DiffBIR v2.1
News 📰
- A new model trained on the unsplash dataset with captions generated by LLaVA v1.5. It's based on SD2.1-zsnr. It offers better reconstruction quality and a greater understanding of prompts. Please follow README to have a try 😄!
- New samplers have been added, allowing results to be achieved in just 10 steps. The new samplers include ddim, dpm-solver, and various edm samplers from k-diffusion.
- Two captioners are available to automatically generate prompts: LLaVA and RAM.
- Noise augmentation has been added. Now you can enhance the model's creativity by adding noise to conditions.
- Supports fp16/bf16 inference and batch processing.
- Supports tiled inference for the stage-1 model. Fixes the issue of brightness changes in naively-implemented Tiled VAE by integrating with Tiled VAE.

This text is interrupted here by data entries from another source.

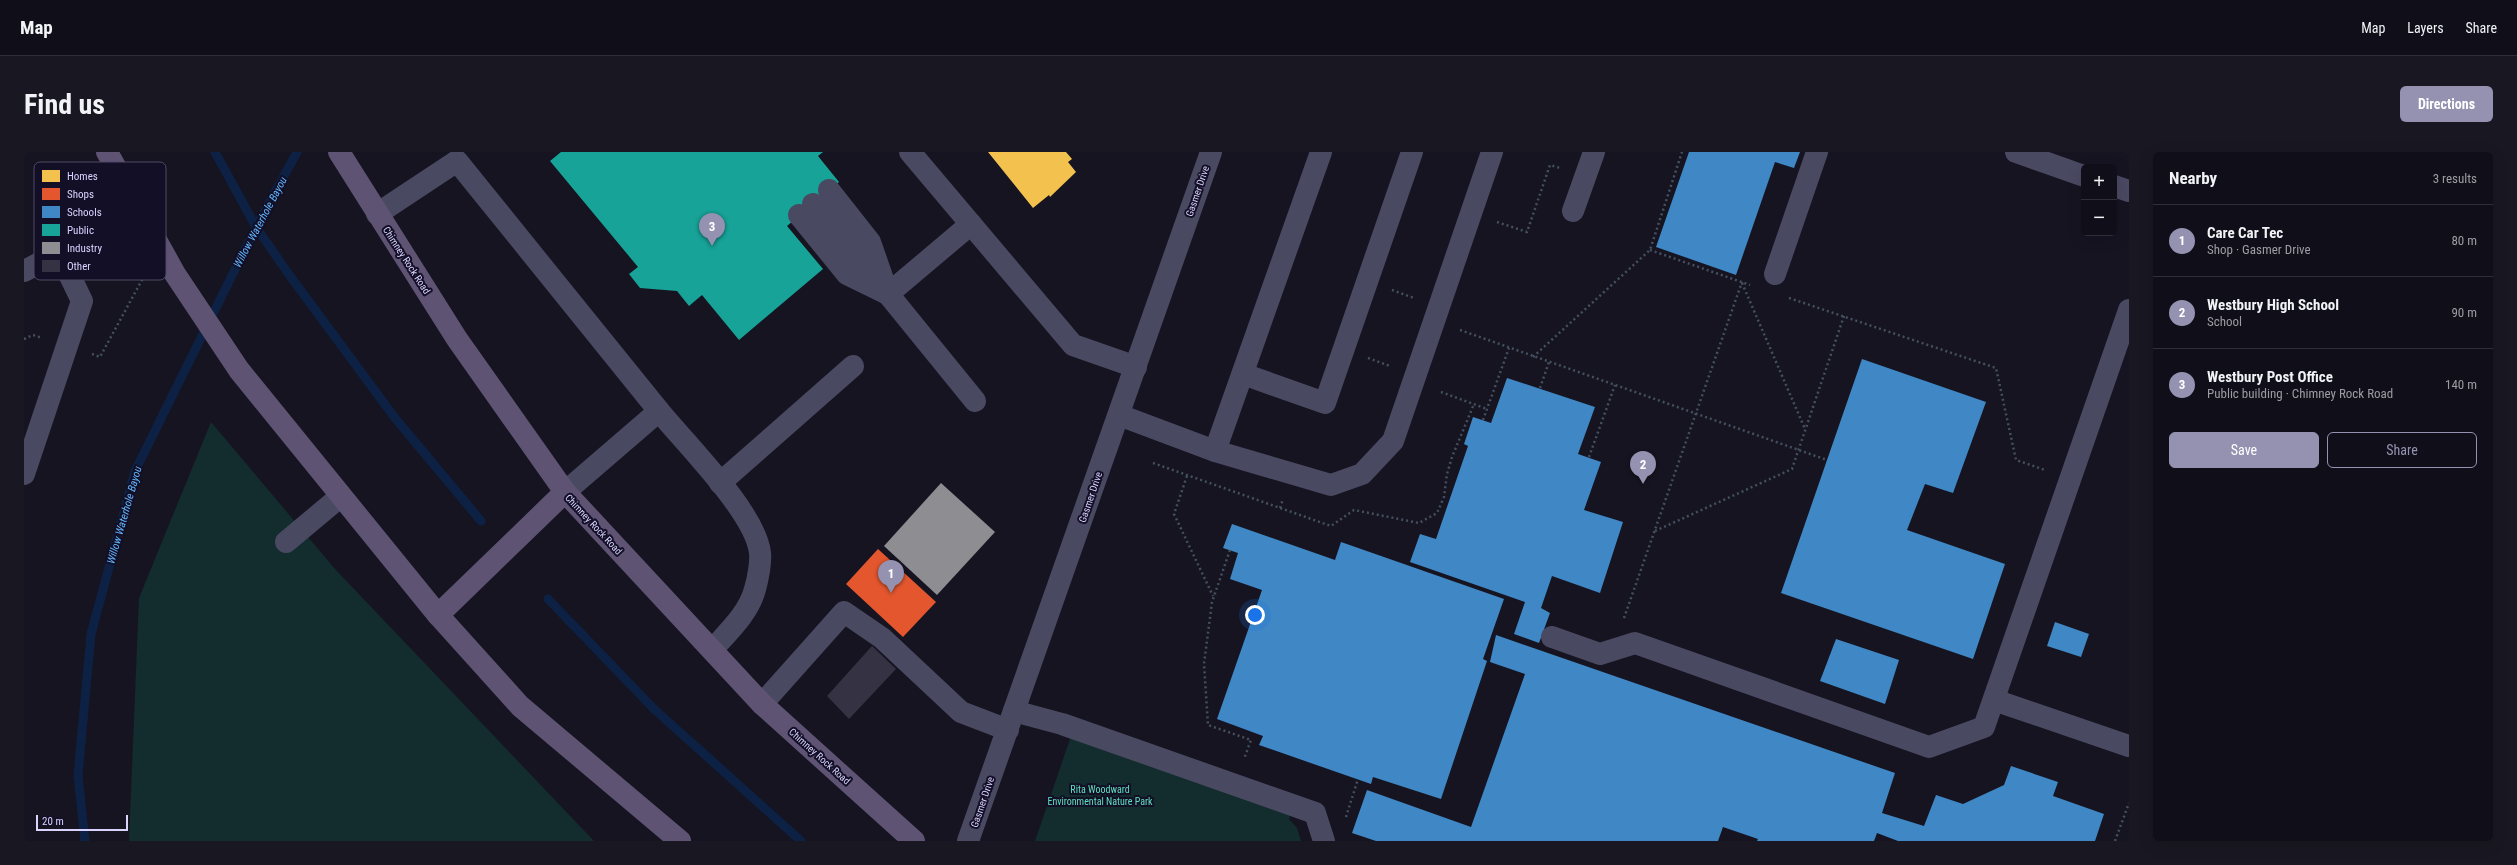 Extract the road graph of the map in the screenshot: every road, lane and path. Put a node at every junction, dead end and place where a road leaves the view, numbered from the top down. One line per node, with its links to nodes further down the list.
1 (107, 152): 13 (main road)
2 (910, 152): 21 (street)
3 (1211, 152): 45 (street, Gasmer Drive)
4 (1320, 152): 46 (street)
5 (1412, 152): 46 (street)
6 (1492, 152): 58 (street)
7 (1594, 152): 15 (street)
8 (1682, 152): 22 (path)
9 (1817, 152): 26 (street)
10 (2016, 152): 14 (street)
11 (341, 154): 19 (main road, Chimney Rock Road)
12 (463, 157): 19 (street); 52 (street)
13 (113, 162)
14 (2081, 175)
15 (1586, 176): 18 (street); 20 (path)
16 (2117, 187): 17 (street)
17 (2129, 191)
18 (1573, 211)
19 (377, 214): 65 (main road, Chimney Rock Road)
20 (1497, 222)
21 (971, 224): 32 (street); 45 (street)
22 (1650, 250): 29 (path); 41 (path)
23 (166, 258): 66 (main road)
24 (34, 266): 25 (street)
25 (24, 271)
26 (1775, 274)
27 (72, 280): 61 (street)
28 (142, 280): 39 (path)
29 (1742, 282): 30 (path); 53 (path); 56 (path)
30 (1757, 287)
31 (1390, 289): 33 (path)
32 (888, 294): 32 (street); 50 (street)
33 (1409, 296)
34 (1786, 297): 36 (path)
35 (2129, 310): 63 (street)
36 (1844, 316): 56 (path); 63 (path)
37 (1460, 330): 38 (path)
38 (1509, 348): 41 (path); 51 (path)
39 (88, 352)
40 (1366, 357): 43 (path)
41 (1533, 357): 42 (path)
42 (1549, 362): 47 (path); 48 (path)
43 (1385, 364)
44 (853, 366): 64 (street)
45 (1136, 367): 54 (street, Gasmer Drive)
46 (1242, 374): 58 (street)
47 (1615, 385): 53 (path); 59 (path)
48 (1540, 388)
49 (1440, 392): 51 (path)
50 (975, 401)
51 (1487, 409): 55 (path)
52 (659, 411): 64 (street); 65 (street)
53 (1697, 414): 57 (path); 67 (path)
54 (1119, 415): 58 (street); 77 (street, Gasmer Drive)
55 (1483, 420)
56 (1805, 430): 57 (path)
57 (1798, 450): 60 (path); 67 (path)
58 (1215, 451)
59 (1589, 458)
60 (1827, 460)
61 (24, 474)
62 (1187, 476): 70 (path)
63 (2070, 478): 75 (street)
64 (720, 483): 73 (street)
65 (565, 492): 71 (main road); 73 (main road, Chimney Rock Road)
66 (341, 496): 68 (street); 71 (main road)
67 (1655, 531): 74 (path)
68 (286, 542)
69 (1230, 550): 70 (path)
70 (1213, 597): 80 (path)
71 (438, 615): 83 (main road)
72 (1552, 637): 74 (street)
73 (712, 650): 76 (main road, Chimney Rock Road)
74 (1613, 650): 75 (street)
75 (1994, 700): 78 (street)
76 (762, 704): 77 (street); 84 (main road, Chimney Rock Road)
77 (1011, 720): 80 (street); 85 (street, Gasmer Drive)
78 (2129, 746)
79 (1358, 779): 82 (path)
80 (1235, 784): 86 (street)
81 (2129, 802): 87 (path)
82 (1346, 822)
83 (680, 841)
84 (914, 841)
85 (968, 841)
86 (1324, 841)
87 (2115, 841) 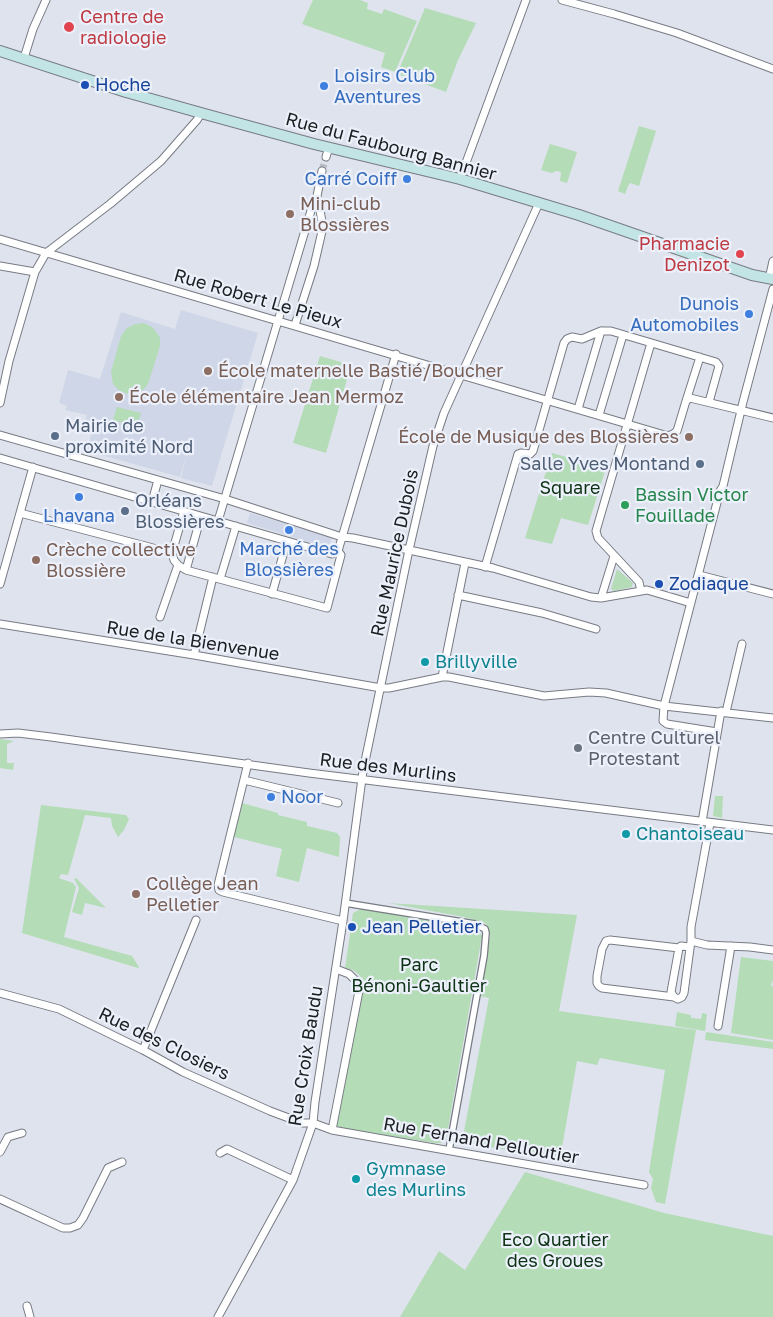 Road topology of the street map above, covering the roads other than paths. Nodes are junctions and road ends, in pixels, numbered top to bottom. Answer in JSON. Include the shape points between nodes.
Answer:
{"nodes":[{"id":1,"x":46,"y":0,"type":"edge"},
{"id":2,"x":526,"y":0,"type":"edge"},
{"id":3,"x":562,"y":0,"type":"edge"},
{"id":4,"x":0,"y":51,"type":"edge"},
{"id":5,"x":24,"y":58,"type":"junction"},
{"id":6,"x":773,"y":69,"type":"edge"},
{"id":7,"x":200,"y":113,"type":"junction"},
{"id":8,"x":329,"y":147,"type":"junction"},
{"id":9,"x":326,"y":157,"type":"tunnel mouth"},
{"id":10,"x":322,"y":171,"type":"tunnel mouth"},
{"id":11,"x":460,"y":179,"type":"junction"},
{"id":12,"x":316,"y":201,"type":"junction"},
{"id":13,"x":539,"y":203,"type":"junction"},
{"id":14,"x":0,"y":239,"type":"edge"},
{"id":15,"x":46,"y":253,"type":"junction"},
{"id":16,"x":773,"y":261,"type":"edge"},
{"id":17,"x":0,"y":266,"type":"edge"},
{"id":18,"x":35,"y":272,"type":"junction"},
{"id":19,"x":772,"y":282,"type":"edge"},
{"id":20,"x":279,"y":320,"type":"junction"},
{"id":21,"x":295,"y":325,"type":"junction"},
{"id":22,"x":601,"y":331,"type":"junction"},
{"id":23,"x":623,"y":335,"type":"junction"},
{"id":24,"x":651,"y":343,"type":"junction"},
{"id":25,"x":396,"y":354,"type":"junction"},
{"id":26,"x":700,"y":357,"type":"junction"},
{"id":27,"x":462,"y":374,"type":"junction"},
{"id":28,"x":548,"y":400,"type":"junction"},
{"id":29,"x":686,"y":401,"type":"junction"},
{"id":30,"x":709,"y":402,"type":"junction"},
{"id":31,"x":0,"y":403,"type":"edge"},
{"id":32,"x":578,"y":409,"type":"junction"},
{"id":33,"x":741,"y":410,"type":"junction"},
{"id":34,"x":599,"y":415,"type":"junction"},
{"id":35,"x":773,"y":418,"type":"edge"},
{"id":36,"x":627,"y":423,"type":"junction"},
{"id":37,"x":0,"y":435,"type":"edge"},
{"id":38,"x":0,"y":458,"type":"edge"},
{"id":39,"x":33,"y":468,"type":"junction"},
{"id":40,"x":158,"y":480,"type":"junction"},
{"id":41,"x":225,"y":499,"type":"junction"},
{"id":42,"x":152,"y":502,"type":"junction"},
{"id":43,"x":184,"y":512,"type":"junction"},
{"id":44,"x":20,"y":513,"type":"junction"},
{"id":45,"x":201,"y":516,"type":"junction"},
{"id":46,"x":218,"y":521,"type":"junction"},
{"id":47,"x":236,"y":526,"type":"junction"},
{"id":48,"x":342,"y":537,"type":"junction"},
{"id":49,"x":287,"y":541,"type":"junction"},
{"id":50,"x":410,"y":550,"type":"junction"},
{"id":51,"x":338,"y":551,"type":"junction"},
{"id":52,"x":172,"y":553,"type":"junction"},
{"id":53,"x":614,"y":556,"type":"junction"},
{"id":54,"x":465,"y":563,"type":"junction"},
{"id":55,"x":178,"y":566,"type":"junction"},
{"id":56,"x":485,"y":567,"type":"junction"},
{"id":57,"x":186,"y":570,"type":"junction"},
{"id":58,"x":699,"y":575,"type":"junction"},
{"id":59,"x":217,"y":578,"type":"junction"},
{"id":60,"x":0,"y":584,"type":"edge"},
{"id":61,"x":641,"y":591,"type":"junction"},
{"id":62,"x":272,"y":594,"type":"junction"},
{"id":63,"x":773,"y":594,"type":"edge"},
{"id":64,"x":458,"y":595,"type":"junction"},
{"id":65,"x":601,"y":598,"type":"junction"},
{"id":66,"x":691,"y":603,"type":"junction"},
{"id":67,"x":160,"y":617,"type":"dead end"},
{"id":68,"x":0,"y":624,"type":"edge"},
{"id":69,"x":596,"y":629,"type":"dead end"},
{"id":70,"x":742,"y":644,"type":"dead end"},
{"id":71,"x":194,"y":655,"type":"junction"},
{"id":72,"x":442,"y":677,"type":"junction"},
{"id":73,"x":381,"y":688,"type":"junction"},
{"id":74,"x":664,"y":706,"type":"junction"},
{"id":75,"x":723,"y":712,"type":"junction"},
{"id":76,"x":773,"y":718,"type":"edge"},
{"id":77,"x":718,"y":732,"type":"junction"},
{"id":78,"x":0,"y":734,"type":"edge"},
{"id":79,"x":248,"y":764,"type":"junction"},
{"id":80,"x":362,"y":779,"type":"junction"},
{"id":81,"x":244,"y":780,"type":"junction"},
{"id":82,"x":338,"y":803,"type":"dead end"},
{"id":83,"x":702,"y":822,"type":"junction"},
{"id":84,"x":710,"y":823,"type":"junction"},
{"id":85,"x":773,"y":830,"type":"edge"},
{"id":86,"x":344,"y":903,"type":"junction"},
{"id":87,"x":196,"y":920,"type":"dead end"},
{"id":88,"x":343,"y":921,"type":"junction"},
{"id":89,"x":691,"y":944,"type":"junction"},
{"id":90,"x":731,"y":946,"type":"junction"},
{"id":91,"x":678,"y":948,"type":"junction"},
{"id":92,"x":773,"y":950,"type":"edge"},
{"id":93,"x":336,"y":969,"type":"junction"},
{"id":94,"x":0,"y":993,"type":"edge"},
{"id":95,"x":674,"y":997,"type":"junction"},
{"id":96,"x":718,"y":1026,"type":"dead end"},
{"id":97,"x":143,"y":1050,"type":"junction"},
{"id":98,"x":313,"y":1123,"type":"junction"},
{"id":99,"x":332,"y":1130,"type":"junction"},
{"id":100,"x":22,"y":1133,"type":"dead end"},
{"id":101,"x":449,"y":1150,"type":"junction"},
{"id":102,"x":0,"y":1152,"type":"edge"},
{"id":103,"x":220,"y":1153,"type":"dead end"},
{"id":104,"x":122,"y":1162,"type":"dead end"},
{"id":105,"x":293,"y":1180,"type":"junction"},
{"id":106,"x":644,"y":1185,"type":"dead end"},
{"id":107,"x":0,"y":1199,"type":"edge"},
{"id":108,"x":27,"y":1306,"type":"dead end"},
{"id":109,"x":30,"y":1317,"type":"edge"},
{"id":110,"x":218,"y":1317,"type":"edge"}],
"edges":[{"from":1,"to":5,"type":"street"},
{"from":2,"to":11,"type":"street"},
{"from":3,"to":6,"type":"street","via":[[677,33]]},
{"from":4,"to":5,"type":"main road","name":"Rue du Faubourg Bannier"},
{"from":5,"to":7,"type":"main road","name":"Rue du Faubourg Bannier"},
{"from":7,"to":8,"type":"main road","name":"Rue du Faubourg Bannier"},
{"from":7,"to":15,"type":"street","via":[[198,120],[162,160]]},
{"from":8,"to":9,"type":"street"},
{"from":8,"to":11,"type":"main road","name":"Rue du Faubourg Bannier"},
{"from":10,"to":12,"type":"street"},
{"from":11,"to":13,"type":"main road","name":"Rue du Faubourg Bannier"},
{"from":12,"to":20,"type":"street"},
{"from":12,"to":21,"type":"street","via":[[323,227]]},
{"from":13,"to":19,"type":"main road","name":"Rue du Faubourg Bannier"},
{"from":13,"to":27,"type":"street","name":"Rue Maurice Dubois"},
{"from":14,"to":15,"type":"street","name":"Rue Robert Le Pieux"},
{"from":15,"to":18,"type":"street"},
{"from":15,"to":20,"type":"street","name":"Rue Robert Le Pieux"},
{"from":16,"to":19,"type":"street"},
{"from":17,"to":18,"type":"street"},
{"from":18,"to":31,"type":"street","via":[[8,360]]},
{"from":19,"to":33,"type":"street"},
{"from":20,"to":21,"type":"street","name":"Rue Robert Le Pieux"},
{"from":20,"to":41,"type":"street"},
{"from":21,"to":25,"type":"street","name":"Rue Robert Le Pieux"},
{"from":22,"to":23,"type":"street"},
{"from":22,"to":28,"type":"street","via":[[582,339],[572,336],[567,339]]},
{"from":22,"to":32,"type":"street"},
{"from":23,"to":24,"type":"street"},
{"from":23,"to":34,"type":"street"},
{"from":24,"to":26,"type":"street"},
{"from":24,"to":36,"type":"street"},
{"from":25,"to":27,"type":"street","name":"Rue Robert Le Pieux"},
{"from":25,"to":48,"type":"street"},
{"from":26,"to":29,"type":"street","name":"Rue Robert Le Pieux"},
{"from":26,"to":30,"type":"street","via":[[718,364]]},
{"from":27,"to":28,"type":"street","name":"Rue Robert Le Pieux"},
{"from":27,"to":50,"type":"street","name":"Rue Maurice Dubois","via":[[433,446]]},
{"from":28,"to":32,"type":"street","name":"Rue Robert Le Pieux"},
{"from":28,"to":56,"type":"street","via":[[533,451],[518,454]]},
{"from":29,"to":30,"type":"street"},
{"from":29,"to":36,"type":"street","name":"Rue Robert Le Pieux","via":[[677,431],[668,436]]},
{"from":30,"to":33,"type":"street"},
{"from":32,"to":34,"type":"street","name":"Rue Robert Le Pieux"},
{"from":33,"to":35,"type":"street"},
{"from":33,"to":58,"type":"street"},
{"from":34,"to":36,"type":"street","name":"Rue Robert Le Pieux"},
{"from":36,"to":53,"type":"street","via":[[596,531]]},
{"from":37,"to":40,"type":"street"},
{"from":38,"to":39,"type":"street"},
{"from":39,"to":42,"type":"street"},
{"from":39,"to":44,"type":"street"},
{"from":40,"to":41,"type":"street"},
{"from":40,"to":42,"type":"street"},
{"from":41,"to":46,"type":"street"},
{"from":41,"to":48,"type":"street"},
{"from":42,"to":43,"type":"street"},
{"from":43,"to":45,"type":"street"},
{"from":43,"to":52,"type":"street"},
{"from":44,"to":52,"type":"street"},
{"from":44,"to":60,"type":"street"},
{"from":45,"to":46,"type":"street"},
{"from":45,"to":57,"type":"street"},
{"from":46,"to":47,"type":"street"},
{"from":47,"to":49,"type":"street"},
{"from":47,"to":59,"type":"street"},
{"from":48,"to":50,"type":"street"},
{"from":48,"to":51,"type":"street"},
{"from":49,"to":51,"type":"street","via":[[332,554]]},
{"from":49,"to":62,"type":"street"},
{"from":50,"to":54,"type":"street"},
{"from":50,"to":73,"type":"street","name":"Rue Maurice Dubois"},
{"from":51,"to":62,"type":"street","via":[[340,555],[326,608]]},
{"from":52,"to":55,"type":"street"},
{"from":53,"to":61,"type":"street","via":[[638,582]]},
{"from":53,"to":65,"type":"street"},
{"from":54,"to":56,"type":"street"},
{"from":54,"to":64,"type":"street"},
{"from":55,"to":57,"type":"street"},
{"from":55,"to":67,"type":"street"},
{"from":56,"to":65,"type":"street"},
{"from":57,"to":59,"type":"street"},
{"from":58,"to":63,"type":"street"},
{"from":58,"to":66,"type":"street"},
{"from":59,"to":62,"type":"street"},
{"from":59,"to":71,"type":"street"},
{"from":61,"to":65,"type":"street"},
{"from":61,"to":66,"type":"street"},
{"from":64,"to":69,"type":"street","via":[[542,613]]},
{"from":64,"to":72,"type":"street"},
{"from":66,"to":74,"type":"street"},
{"from":68,"to":71,"type":"street","name":"Rue de la Bienvenue"},
{"from":70,"to":75,"type":"street"},
{"from":71,"to":73,"type":"street","name":"Rue de la Bienvenue"},
{"from":72,"to":73,"type":"street","name":"Rue de la Bienvenue"},
{"from":72,"to":74,"type":"street","via":[[544,696],[606,693]]},
{"from":73,"to":80,"type":"street","name":"Rue Maurice Dubois"},
{"from":74,"to":75,"type":"street"},
{"from":74,"to":77,"type":"street","via":[[664,721],[668,724]]},
{"from":75,"to":76,"type":"street"},
{"from":75,"to":77,"type":"street"},
{"from":77,"to":83,"type":"street"},
{"from":78,"to":79,"type":"street","name":"Rue des Murlins","via":[[51,737]]},
{"from":79,"to":80,"type":"street","name":"Rue des Murlins"},
{"from":79,"to":81,"type":"street"},
{"from":80,"to":83,"type":"street","name":"Rue des Murlins"},
{"from":80,"to":86,"type":"street","name":"Rue Croix Baudu"},
{"from":81,"to":82,"type":"street"},
{"from":81,"to":88,"type":"street","via":[[219,890]]},
{"from":83,"to":84,"type":"street","name":"Rue des Murlins"},
{"from":84,"to":85,"type":"street","name":"Rue des Murlins"},
{"from":84,"to":89,"type":"street","via":[[691,926]]},
{"from":86,"to":88,"type":"street","name":"Rue Croix Baudu"},
{"from":86,"to":101,"type":"street","via":[[475,924],[485,929],[484,956]]},
{"from":87,"to":97,"type":"street"},
{"from":88,"to":93,"type":"street","name":"Rue Croix Baudu"},
{"from":89,"to":90,"type":"street"},
{"from":89,"to":91,"type":"street"},
{"from":89,"to":95,"type":"street","via":[[684,993],[678,999]]},
{"from":90,"to":92,"type":"street"},
{"from":90,"to":96,"type":"street"},
{"from":91,"to":95,"type":"street","via":[[671,992]]},
{"from":91,"to":95,"type":"street","via":[[606,941],[597,976],[597,983],[602,988]]},
{"from":93,"to":98,"type":"street","name":"Rue Croix Baudu"},
{"from":93,"to":99,"type":"street","via":[[354,978],[359,991]]},
{"from":94,"to":97,"type":"street","name":"Rue des Closiers","via":[[59,1009]]},
{"from":97,"to":98,"type":"street","name":"Rue des Closiers","via":[[183,1072],[270,1111],[302,1123]]},
{"from":98,"to":99,"type":"street","name":"Rue Fernand Pelloutier"},
{"from":98,"to":105,"type":"street","name":"Rue Croix Baudu"},
{"from":99,"to":101,"type":"street","name":"Rue Fernand Pelloutier"},
{"from":100,"to":102,"type":"street","via":[[8,1137]]},
{"from":101,"to":106,"type":"street","name":"Rue Fernand Pelloutier"},
{"from":103,"to":105,"type":"street","via":[[227,1149]]},
{"from":104,"to":107,"type":"street","via":[[108,1168],[83,1218],[70,1228],[63,1228]]},
{"from":105,"to":110,"type":"street","name":"Rue Croix Baudu"},
{"from":108,"to":109,"type":"street"}]}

- A Gradio demo is provided, allowing you to quickly experience all the updates mentioned above!
- Fixes a bug in last version for '--better_start' option. Input image for cldm.vae_encode should range in [-1, 1], rather than [0, 1].
With tiled inference, DiffBIR v2.1 can run on graphics cards with 8GB of VRAM. If you encounter any issues, feel free to open an issue. We hope you enjoy using it :D
TODO
- Supports Multi-GPU inference.
- A more stable online application.
- ComfyUI, replicate, diffusers, etc..
- Continue to optimize the model's performance while keeping the model architecture unchanged.